How would the future look if buildings were to dynamically adapt to environmental conditions? If threads would show users how tightly they are stretched, e.g. for perfect suture after a surgery? If filters could clean themselves in factories?
Three renowned scientists, Prof. Jan Lagerwall from the University of Luxembourg, Prof. Maria Helena Godinho from NOVA School of Science & Technology and Prof. Eugene Terentjev from Cambridge University have recently received 8.4 million euros of funding from the European Research Council (ERC) to create and study liquid crystal elastomers (LCEs) of a new kind which enable such functionalities. The new LCEs originate from bio-sourced polysaccharides like cellulose, they will be recyclable and/or degradable as required, and they are highly responsive, changing color, shape, stiffness or damping properties in response to stimuli like heat, light, humidity or strain. This allows them to perform multiple functions, in highly diverse contexts. The project will also investigate new methods to process LCE precursors that are realistic for industrial upscaling.
By disrupting—in multiple ways—the conventional paradigm of how to make LCEs, the project will ensure that the new materials are eco-friendly, cost-effective, and ready for large-scale production. Through the project entitled “Atypical liquid crystal elastomers: from materials innovation to scalable processing and transformative applications” (ALCEMIST), the three researchers will thus unlock the full potential of LCEs.
Incredible potential of liquid crystal elastomers
Liquid crystal elastomers are rubbers that extend and contract on their own. Like conventional rubbers, they can do mechanical work, but they require no externally imposed force to charge them. These materials have the potential to be used in various impactful applications, from energy-efficient engines to reversible adhesives, to adaptive buildings and advanced medical tools.
“We will demonstrate the potential of LCEs in six scenarios, selected for their striking broad impact, for instance heat engines running on industry waste heat, kinetic buildings that autonomously adapt to variations in environmental conditions, and suture threads that change colour upon stretching, ideal for robotic surgery”, comments Prof. Terentjev.
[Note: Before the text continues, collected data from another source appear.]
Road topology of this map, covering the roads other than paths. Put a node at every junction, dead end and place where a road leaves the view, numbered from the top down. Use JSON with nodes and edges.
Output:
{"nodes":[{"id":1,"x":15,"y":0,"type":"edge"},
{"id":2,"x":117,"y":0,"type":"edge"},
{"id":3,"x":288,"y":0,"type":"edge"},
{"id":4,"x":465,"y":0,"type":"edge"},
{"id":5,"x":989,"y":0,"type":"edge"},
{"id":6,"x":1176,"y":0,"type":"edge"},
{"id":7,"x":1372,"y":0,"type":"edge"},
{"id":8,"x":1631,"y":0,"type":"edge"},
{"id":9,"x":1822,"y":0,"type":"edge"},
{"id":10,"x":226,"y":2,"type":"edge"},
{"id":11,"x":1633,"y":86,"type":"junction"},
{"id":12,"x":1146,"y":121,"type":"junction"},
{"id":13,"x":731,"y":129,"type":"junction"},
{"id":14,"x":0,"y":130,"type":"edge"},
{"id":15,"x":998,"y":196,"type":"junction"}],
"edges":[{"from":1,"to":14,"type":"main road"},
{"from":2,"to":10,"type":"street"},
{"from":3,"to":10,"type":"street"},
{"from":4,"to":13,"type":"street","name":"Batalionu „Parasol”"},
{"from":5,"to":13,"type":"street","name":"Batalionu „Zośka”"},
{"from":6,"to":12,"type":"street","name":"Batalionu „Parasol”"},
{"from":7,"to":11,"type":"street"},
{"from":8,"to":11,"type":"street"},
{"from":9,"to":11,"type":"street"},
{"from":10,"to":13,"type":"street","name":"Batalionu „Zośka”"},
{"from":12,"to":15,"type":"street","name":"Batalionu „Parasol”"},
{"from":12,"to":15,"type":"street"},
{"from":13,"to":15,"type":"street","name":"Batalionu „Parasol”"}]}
Making liquid crystal elastomers accessible
“In this project, we propose a new sustainable materials platform using natural substances called polysaccharides. By modifying these substances, like cellulose from plants or chitin extracted from seafood waste, anyone can create liquid crystal elastomers that are strong, safe for the body, and biodegradable, at a fraction of the current cost”, explains Prof. Godinho.
An application avenue of LCEs that was only recently discovered, by Terentjev, is in making reversible adhesives, which can be turned on or off on demand. This has huge potential for the circular economy since it will allow easy recycling of glued consumer products, from mobile phones to car windscreens. One of the main application-related goals of ALCEMIST is to develop this concept from the current first demonstrations of the phenomenon to materials that are ready for industrial scale-up.
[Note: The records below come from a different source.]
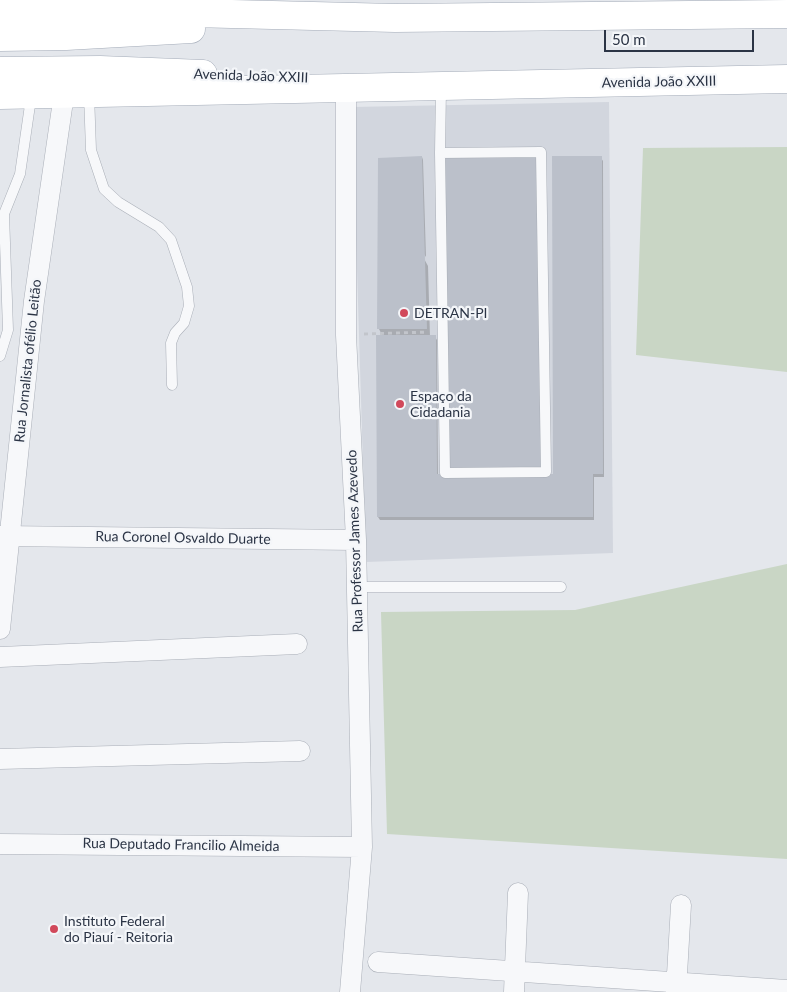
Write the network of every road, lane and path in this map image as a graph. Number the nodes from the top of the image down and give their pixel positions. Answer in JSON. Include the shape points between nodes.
{"nodes":[{"id":1,"x":658,"y":8,"type":"edge"},
{"id":2,"x":0,"y":14,"type":"edge"},
{"id":3,"x":787,"y":14,"type":"edge"},
{"id":4,"x":394,"y":18,"type":"junction"},
{"id":5,"x":0,"y":37,"type":"edge"},
{"id":6,"x":0,"y":71,"type":"edge"},
{"id":7,"x":787,"y":80,"type":"edge"},
{"id":8,"x":501,"y":84,"type":"junction"},
{"id":9,"x":441,"y":86,"type":"junction"},
{"id":10,"x":346,"y":89,"type":"junction"},
{"id":11,"x":29,"y":94,"type":"junction"},
{"id":12,"x":77,"y":94,"type":"junction"},
{"id":13,"x":0,"y":95,"type":"edge"},
{"id":14,"x":440,"y":153,"type":"junction"},
{"id":15,"x":443,"y":332,"type":"junction"},
{"id":16,"x":346,"y":335,"type":"junction"},
{"id":17,"x":0,"y":356,"type":"edge"},
{"id":18,"x":172,"y":385,"type":"dead end"},
{"id":19,"x":5,"y":536,"type":"edge"},
{"id":20,"x":356,"y":540,"type":"junction"},
{"id":21,"x":357,"y":587,"type":"junction"},
{"id":22,"x":561,"y":587,"type":"dead end"},
{"id":23,"x":0,"y":629,"type":"edge"},
{"id":24,"x":297,"y":644,"type":"dead end"},
{"id":25,"x":0,"y":657,"type":"edge"},
{"id":26,"x":300,"y":751,"type":"dead end"},
{"id":27,"x":0,"y":759,"type":"edge"},
{"id":28,"x":0,"y":844,"type":"edge"},
{"id":29,"x":362,"y":847,"type":"junction"},
{"id":30,"x":518,"y":893,"type":"dead end"},
{"id":31,"x":681,"y":905,"type":"dead end"},
{"id":32,"x":378,"y":962,"type":"dead end"},
{"id":33,"x":515,"y":972,"type":"junction"},
{"id":34,"x":677,"y":987,"type":"edge"},
{"id":35,"x":787,"y":990,"type":"edge"},
{"id":36,"x":350,"y":992,"type":"edge"},
{"id":37,"x":514,"y":992,"type":"edge"}],
"edges":[{"from":1,"to":3,"type":"main road"},
{"from":1,"to":4,"type":"main road"},
{"from":2,"to":4,"type":"main road","via":[[150,12]]},
{"from":4,"to":5,"type":"main road"},
{"from":6,"to":8,"type":"main road","name":"Avenida João XXIII","via":[[100,70]]},
{"from":7,"to":8,"type":"main road","name":"Avenida João XXIII"},
{"from":8,"to":9,"type":"main road","name":"Avenida João XXIII"},
{"from":9,"to":10,"type":"main road","name":"Avenida João XXIII"},
{"from":9,"to":14,"type":"lane"},
{"from":10,"to":12,"type":"main road","name":"Avenida João XXIII"},
{"from":10,"to":16,"type":"street","name":"Rua Professor James Azevedo"},
{"from":11,"to":12,"type":"main road","name":"Avenida João XXIII"},
{"from":11,"to":13,"type":"main road","name":"Avenida João XXIII"},
{"from":11,"to":17,"type":"lane","via":[[20,174],[4,214],[8,330]]},
{"from":12,"to":18,"type":"lane","via":[[104,189],[118,202],[159,227],[171,240],[187,287],[189,306],[184,323],[171,343]]},
{"from":12,"to":19,"type":"street","name":"Rua Jornalista ofélio Leitão","via":[[34,301]]},
{"from":14,"to":15,"type":"lane"},
{"from":14,"to":15,"type":"lane","via":[[542,152],[546,472],[445,473]]},
{"from":15,"to":16,"type":"path"},
{"from":16,"to":20,"type":"street","name":"Rua Professor James Azevedo"},
{"from":19,"to":20,"type":"street","name":"Rua Coronel Osvaldo Duarte"},
{"from":19,"to":23,"type":"street","name":"Rua Jornalista ofélio Leitão"},
{"from":20,"to":21,"type":"street","name":"Rua Professor James Azevedo"},
{"from":21,"to":22,"type":"lane"},
{"from":21,"to":29,"type":"street","name":"Rua Professor James Azevedo"},
{"from":24,"to":25,"type":"street"},
{"from":26,"to":27,"type":"street"},
{"from":28,"to":29,"type":"street","name":"Rua Deputado Francilio Almeida"},
{"from":29,"to":36,"type":"street","name":"Rua Professor James Azevedo"},
{"from":30,"to":33,"type":"street"},
{"from":31,"to":34,"type":"street"},
{"from":32,"to":33,"type":"street"},
{"from":33,"to":34,"type":"street"},
{"from":33,"to":37,"type":"street"},
{"from":34,"to":35,"type":"street"}]}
First ERC Synergy grant in Luxembourg
This is the first time Luxembourg receives an ERC Synergy grant, and the University has the coordinating role. ALCEMIST will start in 2025 and run for six years. The Synergy Grant supports outstanding multidisciplinary scientists who join forces to answer major questions that cannot be answered by a single researcher.
Prof. Lagerwall is very excited about this project: “While LCEs were discovered in Europe, in terms of theory as well as in terms of the first materials, recent advances have given the field enormous momentum across a truly global arena.”
‟ With ALCEMIST we will ensure that Europe stays at the forefront, as we lead the transition towards making these amazing materials ready for large scale applications.”
Full professor in Experimental polymer physics
The ALCEMIST project challenges multiple conventions in the way LCEs are synthesised, studied and engineered, connecting polysaccharide chemistry, fluid mechanics, soft matter physics, and smart composites design. “Adding our ambition to make LCEs broadly accessible and propel them towards industrial production, ALCEMIST will enable creativity across large communities for a healthier and more sustainable future”, concludes Prof. Lagerwall.